Over the past three years, the Russian-Ukraine war kicked off a surge of LNG demand in Europe for U.S. LNG, said Emily McClain, Rystad Energy vice president for North America gas markets, during a separate presentation at DUG Appalachia. From 2021 to 2022, Europe’s imports of U.S. LNG leapt to 63% from 27%, and those numbers should hold in the short term, according to Rystad’s projections.
However, the long-term direction of the U.S., Canadian and Mexican LNG export gas markets is still likely headed to Asia. By 2035, China, India and other East Asian countries will provide about 66% of the world’s LNG demand, McClain said .
The real story here is the growth in Asia and the demand for gas and LNG coming out of that region, and that narrative hasn't changed,” McClain said. “And the trajectory even through the 2040s, into 2050 will continue to show very firm needs or demand for gas and energy.”
The growing demand for gas and LNG is putting a focus on the Appalachia region. The Marcellus and Utica shales are easily the top U.S. dry gas fields, with an average production slightly over 30 Bcf/d, while the second-largest—the Permian and Eagle Ford basins—produce around 25 Bcf/d.

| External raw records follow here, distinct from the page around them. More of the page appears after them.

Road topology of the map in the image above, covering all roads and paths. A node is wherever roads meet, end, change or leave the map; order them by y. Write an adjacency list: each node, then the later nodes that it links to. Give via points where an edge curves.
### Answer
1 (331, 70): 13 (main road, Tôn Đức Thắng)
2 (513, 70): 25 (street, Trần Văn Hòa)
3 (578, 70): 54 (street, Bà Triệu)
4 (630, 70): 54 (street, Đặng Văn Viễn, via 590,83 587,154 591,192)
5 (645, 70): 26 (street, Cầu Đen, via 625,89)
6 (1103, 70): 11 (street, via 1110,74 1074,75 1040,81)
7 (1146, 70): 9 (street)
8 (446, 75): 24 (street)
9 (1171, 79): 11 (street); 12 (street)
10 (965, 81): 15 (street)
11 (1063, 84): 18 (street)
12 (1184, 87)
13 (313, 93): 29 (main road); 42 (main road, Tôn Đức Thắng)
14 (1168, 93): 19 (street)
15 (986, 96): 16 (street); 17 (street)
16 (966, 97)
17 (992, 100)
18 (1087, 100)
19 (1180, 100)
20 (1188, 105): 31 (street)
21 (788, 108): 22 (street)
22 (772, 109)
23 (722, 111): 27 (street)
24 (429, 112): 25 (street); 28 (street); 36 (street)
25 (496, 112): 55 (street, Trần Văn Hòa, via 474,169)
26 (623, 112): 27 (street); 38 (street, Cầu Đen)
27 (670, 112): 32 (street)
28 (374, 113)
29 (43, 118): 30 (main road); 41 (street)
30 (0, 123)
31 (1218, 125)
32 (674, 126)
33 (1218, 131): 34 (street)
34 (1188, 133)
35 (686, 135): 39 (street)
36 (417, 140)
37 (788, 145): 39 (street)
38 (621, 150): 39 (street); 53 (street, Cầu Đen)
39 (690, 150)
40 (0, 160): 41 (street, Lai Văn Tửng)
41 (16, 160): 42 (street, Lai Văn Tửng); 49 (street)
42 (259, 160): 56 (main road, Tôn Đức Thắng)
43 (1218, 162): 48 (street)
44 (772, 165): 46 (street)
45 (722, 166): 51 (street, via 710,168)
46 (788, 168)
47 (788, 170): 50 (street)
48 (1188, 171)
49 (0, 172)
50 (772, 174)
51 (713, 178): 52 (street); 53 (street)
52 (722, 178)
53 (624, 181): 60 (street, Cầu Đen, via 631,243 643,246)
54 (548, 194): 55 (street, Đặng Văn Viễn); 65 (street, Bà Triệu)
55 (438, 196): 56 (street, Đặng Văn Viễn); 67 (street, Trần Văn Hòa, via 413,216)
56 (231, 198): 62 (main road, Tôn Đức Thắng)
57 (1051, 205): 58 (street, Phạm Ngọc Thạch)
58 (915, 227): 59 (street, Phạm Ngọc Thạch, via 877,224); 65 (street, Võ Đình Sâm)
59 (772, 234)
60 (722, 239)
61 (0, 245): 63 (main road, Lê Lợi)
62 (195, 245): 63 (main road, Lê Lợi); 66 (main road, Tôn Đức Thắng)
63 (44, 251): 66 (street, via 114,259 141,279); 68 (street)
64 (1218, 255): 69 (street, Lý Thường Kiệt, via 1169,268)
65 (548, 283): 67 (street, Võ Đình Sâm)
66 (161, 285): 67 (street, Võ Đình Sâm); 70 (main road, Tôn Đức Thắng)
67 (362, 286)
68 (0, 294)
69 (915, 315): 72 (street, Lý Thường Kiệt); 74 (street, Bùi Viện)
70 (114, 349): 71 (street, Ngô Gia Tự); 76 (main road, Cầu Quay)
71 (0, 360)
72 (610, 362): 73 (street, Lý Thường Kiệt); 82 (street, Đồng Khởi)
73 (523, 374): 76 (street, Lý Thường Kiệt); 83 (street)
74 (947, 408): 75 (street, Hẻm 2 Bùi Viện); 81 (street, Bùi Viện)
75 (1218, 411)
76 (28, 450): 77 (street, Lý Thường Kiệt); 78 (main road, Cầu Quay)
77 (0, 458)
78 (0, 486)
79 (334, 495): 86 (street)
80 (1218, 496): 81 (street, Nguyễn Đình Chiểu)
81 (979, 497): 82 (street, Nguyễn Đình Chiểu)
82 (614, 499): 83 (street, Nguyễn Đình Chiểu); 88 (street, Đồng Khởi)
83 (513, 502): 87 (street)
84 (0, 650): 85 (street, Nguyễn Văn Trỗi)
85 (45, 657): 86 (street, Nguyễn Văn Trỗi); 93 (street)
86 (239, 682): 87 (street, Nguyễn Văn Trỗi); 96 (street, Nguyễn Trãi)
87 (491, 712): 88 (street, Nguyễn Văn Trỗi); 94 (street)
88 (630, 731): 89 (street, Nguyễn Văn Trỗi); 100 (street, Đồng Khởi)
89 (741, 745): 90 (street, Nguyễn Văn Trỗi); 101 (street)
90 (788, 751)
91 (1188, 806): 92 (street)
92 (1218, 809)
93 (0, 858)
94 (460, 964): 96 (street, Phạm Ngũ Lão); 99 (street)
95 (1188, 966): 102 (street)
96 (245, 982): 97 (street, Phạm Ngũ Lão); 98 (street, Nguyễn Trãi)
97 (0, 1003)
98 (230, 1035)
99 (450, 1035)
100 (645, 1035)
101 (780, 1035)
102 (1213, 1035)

But Braziel said Appalachia supply has been capped — by non-market forces.
“If they could get more pipelines out of the region, in a world with no constraints, they could quickly ramp up to 40 Bcf/d. But of course, it's not that simple. It takes a literal act of Congress these days to get a new pipeline out of the region,” Braziel said, referring to the U.S. Congress’ action to clear legal hurdles facing the Mountain Valley Pipeline (MVP) as part of a budget compromise in June.
The MVP, which runs from West Virginia to the southern region of Virginia, is expected to be completed in first-quarter of 2024 and will provide about a 2 Bcf/d pathway from the Marcellus and Utica to further open up mid-Atlantic and Southeast markets.
Currently only one LNG export terminal operates in the northeast—Cove Point in Maryland. Along the Gulf Coast, by contrast, another five LNG terminal projects are either under construction or planned.
Braziel noted that there are several other proposed transport projects to move more Appalachian gas to other regions of the U.S., either for export or domestic usage. One is the MVP Southgate project, which would extend the MVP into North Carolina. That project is facing the same type of opposition that stalled the MVP, Braziel said. Equitrans Midstream initially began building the MVP in 2018.
On the domestic side, demand for natural gas should also continue to rise, especially in electric production, McClain said. “With coal fire [power generation] facilities undergoing retirements, gas has been able to step in and penetrate the market that way.”
Braziel said the country should understand the potential of Marcellus and Utica gas. More than any other region, the Appalachian gas basins contain a supply that could alter the world market, but hurdles continue to see that production stymied.
“The degree to which we’re able to or limited in our ability to unleash more northeast production,” he said, “is going to have a profound impact on the global energy landscape for years to come.”